▶ [Your objective]: If an entry includes an image, drop the image and copy the rest verbatim.

══ Data provided

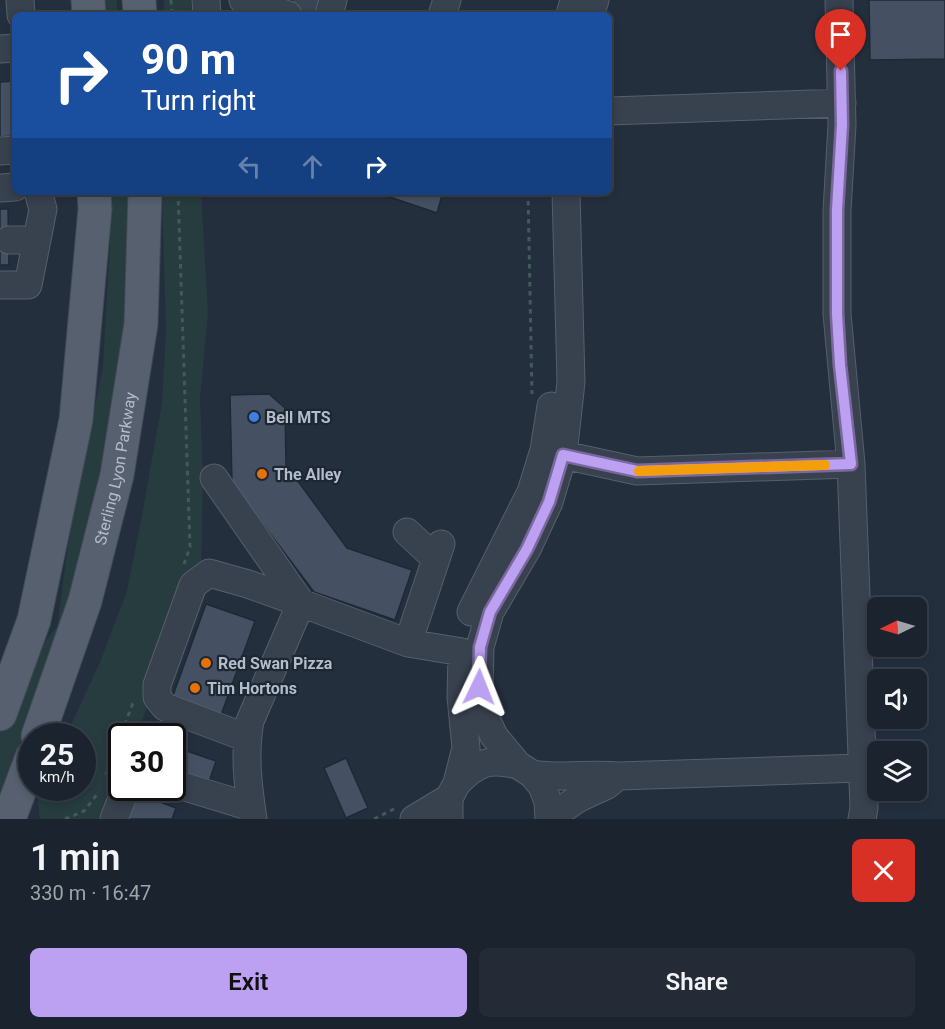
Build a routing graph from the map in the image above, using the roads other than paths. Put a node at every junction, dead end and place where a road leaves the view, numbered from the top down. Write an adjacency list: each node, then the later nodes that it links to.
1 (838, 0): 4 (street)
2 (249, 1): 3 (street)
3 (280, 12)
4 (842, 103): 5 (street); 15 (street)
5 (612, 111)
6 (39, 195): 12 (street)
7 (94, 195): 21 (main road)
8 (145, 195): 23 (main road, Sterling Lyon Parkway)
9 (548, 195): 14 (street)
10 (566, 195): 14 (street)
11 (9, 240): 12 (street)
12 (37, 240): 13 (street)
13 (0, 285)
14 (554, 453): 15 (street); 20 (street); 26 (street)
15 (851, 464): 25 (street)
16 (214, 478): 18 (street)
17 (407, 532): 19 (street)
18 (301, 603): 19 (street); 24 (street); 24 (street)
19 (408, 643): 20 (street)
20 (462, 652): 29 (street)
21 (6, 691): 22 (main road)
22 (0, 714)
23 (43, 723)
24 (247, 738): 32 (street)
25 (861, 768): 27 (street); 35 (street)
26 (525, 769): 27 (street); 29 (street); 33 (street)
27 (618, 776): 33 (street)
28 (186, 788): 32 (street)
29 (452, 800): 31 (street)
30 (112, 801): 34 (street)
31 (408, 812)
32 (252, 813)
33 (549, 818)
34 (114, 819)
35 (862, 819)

════

▶ [Response box]:
Build a routing graph from the map in the image above, using the roads other than paths. Put a node at every junction, dead end and place where a road leaves the view, numbered from the top down. Write an adjacency list: each node, then the later nodes that it links to.
1 (838, 0): 4 (street)
2 (249, 1): 3 (street)
3 (280, 12)
4 (842, 103): 5 (street); 15 (street)
5 (612, 111)
6 (39, 195): 12 (street)
7 (94, 195): 21 (main road)
8 (145, 195): 23 (main road, Sterling Lyon Parkway)
9 (548, 195): 14 (street)
10 (566, 195): 14 (street)
11 (9, 240): 12 (street)
12 (37, 240): 13 (street)
13 (0, 285)
14 (554, 453): 15 (street); 20 (street); 26 (street)
15 (851, 464): 25 (street)
16 (214, 478): 18 (street)
17 (407, 532): 19 (street)
18 (301, 603): 19 (street); 24 (street); 24 (street)
19 (408, 643): 20 (street)
20 (462, 652): 29 (street)
21 (6, 691): 22 (main road)
22 (0, 714)
23 (43, 723)
24 (247, 738): 32 (street)
25 (861, 768): 27 (street); 35 (street)
26 (525, 769): 27 (street); 29 (street); 33 (street)
27 (618, 776): 33 (street)
28 (186, 788): 32 (street)
29 (452, 800): 31 (street)
30 (112, 801): 34 (street)
31 (408, 812)
32 (252, 813)
33 (549, 818)
34 (114, 819)
35 (862, 819)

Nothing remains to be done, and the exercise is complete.